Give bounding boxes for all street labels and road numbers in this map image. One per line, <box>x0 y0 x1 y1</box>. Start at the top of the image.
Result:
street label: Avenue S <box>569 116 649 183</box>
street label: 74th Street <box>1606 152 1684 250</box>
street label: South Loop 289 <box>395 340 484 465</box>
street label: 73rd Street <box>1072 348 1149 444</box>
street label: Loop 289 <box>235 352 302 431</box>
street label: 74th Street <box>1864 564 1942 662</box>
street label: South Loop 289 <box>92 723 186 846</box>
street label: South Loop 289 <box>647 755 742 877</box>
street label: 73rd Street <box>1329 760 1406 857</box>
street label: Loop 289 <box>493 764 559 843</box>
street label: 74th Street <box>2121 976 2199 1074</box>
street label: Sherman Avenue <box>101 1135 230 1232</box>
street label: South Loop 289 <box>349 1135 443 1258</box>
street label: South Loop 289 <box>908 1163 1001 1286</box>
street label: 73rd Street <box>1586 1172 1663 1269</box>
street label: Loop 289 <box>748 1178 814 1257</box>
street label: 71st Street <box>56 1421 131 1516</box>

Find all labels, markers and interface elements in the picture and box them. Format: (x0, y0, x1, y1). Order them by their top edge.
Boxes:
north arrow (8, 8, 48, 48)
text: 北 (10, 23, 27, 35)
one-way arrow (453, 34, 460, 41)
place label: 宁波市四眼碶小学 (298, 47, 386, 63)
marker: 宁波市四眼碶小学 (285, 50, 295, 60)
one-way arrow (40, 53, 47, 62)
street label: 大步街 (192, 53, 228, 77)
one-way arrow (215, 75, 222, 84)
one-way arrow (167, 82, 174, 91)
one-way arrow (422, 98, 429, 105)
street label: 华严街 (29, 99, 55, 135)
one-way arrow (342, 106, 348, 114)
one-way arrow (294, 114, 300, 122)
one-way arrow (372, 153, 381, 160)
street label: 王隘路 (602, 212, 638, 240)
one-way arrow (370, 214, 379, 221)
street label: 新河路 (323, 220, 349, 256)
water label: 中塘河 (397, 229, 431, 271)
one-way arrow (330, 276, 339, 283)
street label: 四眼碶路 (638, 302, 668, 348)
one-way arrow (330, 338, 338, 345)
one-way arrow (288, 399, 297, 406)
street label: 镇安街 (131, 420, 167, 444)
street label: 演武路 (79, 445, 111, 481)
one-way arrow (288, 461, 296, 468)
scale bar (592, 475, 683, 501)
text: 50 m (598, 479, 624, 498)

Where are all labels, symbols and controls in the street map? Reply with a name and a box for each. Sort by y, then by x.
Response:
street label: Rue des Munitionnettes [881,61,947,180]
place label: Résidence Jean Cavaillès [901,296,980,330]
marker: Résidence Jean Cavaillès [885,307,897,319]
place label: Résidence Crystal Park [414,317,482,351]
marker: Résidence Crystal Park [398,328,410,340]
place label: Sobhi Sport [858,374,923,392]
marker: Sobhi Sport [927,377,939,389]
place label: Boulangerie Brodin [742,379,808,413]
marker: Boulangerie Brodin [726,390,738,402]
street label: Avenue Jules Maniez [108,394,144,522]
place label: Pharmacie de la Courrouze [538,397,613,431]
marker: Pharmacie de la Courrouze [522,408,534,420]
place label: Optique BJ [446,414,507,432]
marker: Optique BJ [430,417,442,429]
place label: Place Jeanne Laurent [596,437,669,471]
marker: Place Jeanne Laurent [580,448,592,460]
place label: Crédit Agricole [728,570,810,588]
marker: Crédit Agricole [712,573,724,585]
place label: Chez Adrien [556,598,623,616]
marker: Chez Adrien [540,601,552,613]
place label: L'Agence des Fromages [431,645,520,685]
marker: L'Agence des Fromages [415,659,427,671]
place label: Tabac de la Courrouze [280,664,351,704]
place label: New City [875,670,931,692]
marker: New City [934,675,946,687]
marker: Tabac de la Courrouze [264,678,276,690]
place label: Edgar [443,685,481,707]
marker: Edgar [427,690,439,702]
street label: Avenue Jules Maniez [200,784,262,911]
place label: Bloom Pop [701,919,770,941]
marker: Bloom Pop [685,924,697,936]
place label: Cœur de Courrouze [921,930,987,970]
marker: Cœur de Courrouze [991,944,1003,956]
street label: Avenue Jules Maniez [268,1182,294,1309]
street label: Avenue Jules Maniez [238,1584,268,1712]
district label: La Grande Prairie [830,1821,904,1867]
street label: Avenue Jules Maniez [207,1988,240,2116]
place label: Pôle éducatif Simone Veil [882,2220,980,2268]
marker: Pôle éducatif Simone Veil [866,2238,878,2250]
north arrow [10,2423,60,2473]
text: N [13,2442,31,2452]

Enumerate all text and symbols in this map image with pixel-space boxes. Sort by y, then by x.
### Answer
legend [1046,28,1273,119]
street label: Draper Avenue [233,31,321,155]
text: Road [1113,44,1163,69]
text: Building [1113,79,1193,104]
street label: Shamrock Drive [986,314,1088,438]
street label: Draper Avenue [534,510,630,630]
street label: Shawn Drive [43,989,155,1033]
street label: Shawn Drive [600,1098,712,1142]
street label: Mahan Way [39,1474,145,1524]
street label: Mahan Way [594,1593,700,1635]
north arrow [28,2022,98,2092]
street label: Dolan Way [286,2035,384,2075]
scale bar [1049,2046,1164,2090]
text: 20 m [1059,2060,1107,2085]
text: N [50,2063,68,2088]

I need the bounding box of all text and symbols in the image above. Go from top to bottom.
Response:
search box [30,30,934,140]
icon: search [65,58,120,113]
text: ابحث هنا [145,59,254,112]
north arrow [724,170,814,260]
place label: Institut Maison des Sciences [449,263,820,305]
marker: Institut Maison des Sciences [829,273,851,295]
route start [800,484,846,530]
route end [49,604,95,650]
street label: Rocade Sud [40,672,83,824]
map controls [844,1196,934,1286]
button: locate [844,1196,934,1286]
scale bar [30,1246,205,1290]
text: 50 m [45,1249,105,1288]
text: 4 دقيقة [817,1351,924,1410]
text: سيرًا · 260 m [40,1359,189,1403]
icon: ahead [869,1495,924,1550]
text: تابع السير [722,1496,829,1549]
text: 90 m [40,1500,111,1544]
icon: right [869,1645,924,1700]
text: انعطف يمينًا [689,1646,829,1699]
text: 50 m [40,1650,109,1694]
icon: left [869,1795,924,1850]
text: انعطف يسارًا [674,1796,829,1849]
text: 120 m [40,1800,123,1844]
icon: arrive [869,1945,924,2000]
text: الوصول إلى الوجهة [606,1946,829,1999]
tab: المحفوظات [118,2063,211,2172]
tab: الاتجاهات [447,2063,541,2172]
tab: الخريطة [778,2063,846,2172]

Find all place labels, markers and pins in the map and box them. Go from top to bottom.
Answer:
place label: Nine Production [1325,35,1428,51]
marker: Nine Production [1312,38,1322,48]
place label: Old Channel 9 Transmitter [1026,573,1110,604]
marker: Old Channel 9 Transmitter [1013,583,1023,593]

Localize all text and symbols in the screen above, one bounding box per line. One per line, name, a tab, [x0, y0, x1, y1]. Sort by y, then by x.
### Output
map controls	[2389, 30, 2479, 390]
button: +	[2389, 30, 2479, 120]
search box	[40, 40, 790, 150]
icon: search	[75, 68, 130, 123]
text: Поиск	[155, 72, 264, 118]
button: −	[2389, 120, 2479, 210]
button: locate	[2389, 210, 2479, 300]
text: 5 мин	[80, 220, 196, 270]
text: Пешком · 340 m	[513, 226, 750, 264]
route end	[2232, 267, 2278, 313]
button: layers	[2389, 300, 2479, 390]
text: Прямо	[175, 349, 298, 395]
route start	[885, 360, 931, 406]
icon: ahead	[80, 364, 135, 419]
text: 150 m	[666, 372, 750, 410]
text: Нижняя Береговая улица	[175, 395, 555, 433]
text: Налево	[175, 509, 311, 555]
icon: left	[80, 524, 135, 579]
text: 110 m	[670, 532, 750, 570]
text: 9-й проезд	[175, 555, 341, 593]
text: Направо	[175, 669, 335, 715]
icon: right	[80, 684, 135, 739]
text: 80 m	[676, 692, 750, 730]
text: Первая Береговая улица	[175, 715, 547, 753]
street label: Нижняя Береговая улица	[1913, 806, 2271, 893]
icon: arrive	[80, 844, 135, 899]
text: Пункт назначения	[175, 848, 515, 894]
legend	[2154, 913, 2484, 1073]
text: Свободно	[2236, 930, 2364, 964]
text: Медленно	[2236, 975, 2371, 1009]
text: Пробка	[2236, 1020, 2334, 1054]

▸ **WHAT THIS TASK INVOLVES**: Provide the count of lines in the data above that include the word "arrive", with no added text.

▸ **COMPLETED EXERCISE**: 2